Stored items from a collection:
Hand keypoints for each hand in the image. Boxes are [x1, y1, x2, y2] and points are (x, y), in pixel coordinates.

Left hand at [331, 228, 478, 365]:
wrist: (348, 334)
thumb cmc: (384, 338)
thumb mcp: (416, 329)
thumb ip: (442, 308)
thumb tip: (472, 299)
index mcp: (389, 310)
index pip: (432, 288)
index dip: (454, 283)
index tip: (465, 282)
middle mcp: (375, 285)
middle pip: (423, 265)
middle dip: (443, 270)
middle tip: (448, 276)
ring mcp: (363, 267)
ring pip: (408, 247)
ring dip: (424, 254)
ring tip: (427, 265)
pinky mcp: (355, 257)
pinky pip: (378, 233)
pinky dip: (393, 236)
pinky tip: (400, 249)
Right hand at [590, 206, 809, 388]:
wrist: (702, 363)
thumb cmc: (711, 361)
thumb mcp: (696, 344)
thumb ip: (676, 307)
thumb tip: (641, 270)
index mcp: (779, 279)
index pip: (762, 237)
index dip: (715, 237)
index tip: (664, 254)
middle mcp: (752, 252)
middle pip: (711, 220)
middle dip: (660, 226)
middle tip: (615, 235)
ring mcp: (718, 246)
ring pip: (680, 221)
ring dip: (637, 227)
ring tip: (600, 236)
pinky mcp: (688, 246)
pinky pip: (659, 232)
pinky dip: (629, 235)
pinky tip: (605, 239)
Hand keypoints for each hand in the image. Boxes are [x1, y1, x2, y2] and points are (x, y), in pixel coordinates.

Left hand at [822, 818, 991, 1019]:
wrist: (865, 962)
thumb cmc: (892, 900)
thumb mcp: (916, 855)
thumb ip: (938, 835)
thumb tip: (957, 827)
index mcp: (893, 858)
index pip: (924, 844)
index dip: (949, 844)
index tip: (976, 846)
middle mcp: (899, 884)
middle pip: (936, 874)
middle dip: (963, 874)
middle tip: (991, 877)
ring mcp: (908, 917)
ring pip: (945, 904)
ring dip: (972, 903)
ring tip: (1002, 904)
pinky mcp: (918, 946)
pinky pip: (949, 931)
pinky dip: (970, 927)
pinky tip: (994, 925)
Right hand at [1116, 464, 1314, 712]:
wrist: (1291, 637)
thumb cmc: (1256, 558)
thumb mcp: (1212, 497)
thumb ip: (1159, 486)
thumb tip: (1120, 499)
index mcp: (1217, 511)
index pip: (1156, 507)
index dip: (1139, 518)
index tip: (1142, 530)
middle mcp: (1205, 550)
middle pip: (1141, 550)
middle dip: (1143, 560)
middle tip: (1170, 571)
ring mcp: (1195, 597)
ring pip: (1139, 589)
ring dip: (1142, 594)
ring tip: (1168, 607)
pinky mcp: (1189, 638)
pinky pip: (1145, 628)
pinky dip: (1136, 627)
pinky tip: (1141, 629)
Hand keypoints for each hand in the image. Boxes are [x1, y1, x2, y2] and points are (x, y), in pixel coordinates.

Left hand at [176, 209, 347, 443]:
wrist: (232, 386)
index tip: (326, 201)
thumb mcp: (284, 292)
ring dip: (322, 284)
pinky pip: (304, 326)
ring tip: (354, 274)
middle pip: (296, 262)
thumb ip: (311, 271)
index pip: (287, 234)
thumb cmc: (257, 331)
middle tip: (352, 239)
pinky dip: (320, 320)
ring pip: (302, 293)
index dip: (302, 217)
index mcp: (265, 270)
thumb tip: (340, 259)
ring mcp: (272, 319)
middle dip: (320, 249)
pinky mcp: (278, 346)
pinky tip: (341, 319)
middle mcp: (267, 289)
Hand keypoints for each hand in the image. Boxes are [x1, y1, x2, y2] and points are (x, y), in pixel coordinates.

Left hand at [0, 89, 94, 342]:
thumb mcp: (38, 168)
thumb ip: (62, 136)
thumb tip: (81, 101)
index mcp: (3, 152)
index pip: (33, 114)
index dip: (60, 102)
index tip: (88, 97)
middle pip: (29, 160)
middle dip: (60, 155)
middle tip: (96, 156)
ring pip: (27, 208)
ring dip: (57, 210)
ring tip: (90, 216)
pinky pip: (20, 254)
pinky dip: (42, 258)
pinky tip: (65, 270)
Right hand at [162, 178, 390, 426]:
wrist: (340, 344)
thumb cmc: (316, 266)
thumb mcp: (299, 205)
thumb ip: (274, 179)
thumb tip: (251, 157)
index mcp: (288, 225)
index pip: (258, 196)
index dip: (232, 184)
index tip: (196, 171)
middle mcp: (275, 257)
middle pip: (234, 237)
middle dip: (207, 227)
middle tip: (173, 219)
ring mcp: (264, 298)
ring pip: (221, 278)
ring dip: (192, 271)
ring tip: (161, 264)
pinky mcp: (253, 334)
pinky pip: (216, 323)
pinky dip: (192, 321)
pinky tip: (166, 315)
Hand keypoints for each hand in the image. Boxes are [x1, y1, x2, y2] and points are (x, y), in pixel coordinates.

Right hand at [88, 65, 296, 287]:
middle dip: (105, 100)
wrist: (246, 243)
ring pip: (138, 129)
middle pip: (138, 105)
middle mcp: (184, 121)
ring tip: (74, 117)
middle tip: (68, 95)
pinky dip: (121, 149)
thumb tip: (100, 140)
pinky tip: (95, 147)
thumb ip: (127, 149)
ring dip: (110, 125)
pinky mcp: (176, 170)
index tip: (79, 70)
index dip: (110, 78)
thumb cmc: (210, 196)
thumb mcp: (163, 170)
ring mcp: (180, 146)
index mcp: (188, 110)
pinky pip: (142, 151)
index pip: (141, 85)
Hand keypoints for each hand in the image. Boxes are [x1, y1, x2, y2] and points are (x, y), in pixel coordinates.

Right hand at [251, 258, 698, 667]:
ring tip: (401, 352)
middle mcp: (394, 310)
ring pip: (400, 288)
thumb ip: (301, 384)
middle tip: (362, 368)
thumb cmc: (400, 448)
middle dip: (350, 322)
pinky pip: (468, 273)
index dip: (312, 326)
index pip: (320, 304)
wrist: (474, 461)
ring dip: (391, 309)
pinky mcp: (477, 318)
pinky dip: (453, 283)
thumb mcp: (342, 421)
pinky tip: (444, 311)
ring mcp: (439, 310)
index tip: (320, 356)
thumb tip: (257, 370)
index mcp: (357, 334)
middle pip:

◆ **PROBLEM DESCRIPTION**
Write out exactly the lines of the entries above that run from the line containing "ring tip: (161, 264)" through the last line, including both.

◆ **EXPECTED ANSWER**
ring tip: (161, 264)
pinky mcp: (253, 334)
pinky pip: (216, 323)
pinky dip: (192, 321)
pinky tip: (166, 315)
Hand keypoints for each hand in the image. Boxes are [x1, y1, x2, y2] and points are (x, y), in pixel coordinates.

Right hand at [88, 65, 296, 287]:
middle dip: (105, 100)
wrist: (246, 243)
ring pip: (138, 129)
middle pip: (138, 105)
middle mcp: (184, 121)
ring tip: (74, 117)
middle tip: (68, 95)
pinky dip: (121, 149)
thumb tip: (100, 140)
pinky tip: (95, 147)
thumb ip: (127, 149)
ring dip: (110, 125)
pinky mcp: (176, 170)
index tip: (79, 70)
index dip: (110, 78)
thumb cmc: (210, 196)
thumb mcp: (163, 170)
ring mcp: (180, 146)
index mcp: (188, 110)
pinky pip: (142, 151)
index pip: (141, 85)
Hand keypoints for each hand in the image. Boxes are [x1, y1, x2, y2] and points are (x, y), in pixel coordinates.

Right hand at [251, 258, 698, 667]:
ring tip: (401, 352)
middle mcp: (394, 310)
ring pip: (400, 288)
thumb ip: (301, 384)
middle tip: (362, 368)
thumb cmc: (400, 448)
middle dip: (350, 322)
pinky pip: (468, 273)
index dip: (312, 326)
index pip: (320, 304)
wrist: (474, 461)
ring dip: (391, 309)
pinky mcp: (477, 318)
pinky dip: (453, 283)
thumb mcp: (342, 421)
pinky tip: (444, 311)
ring mcp: (439, 310)
index tip: (320, 356)
thumb tip: (257, 370)
index mcp: (357, 334)
middle pip:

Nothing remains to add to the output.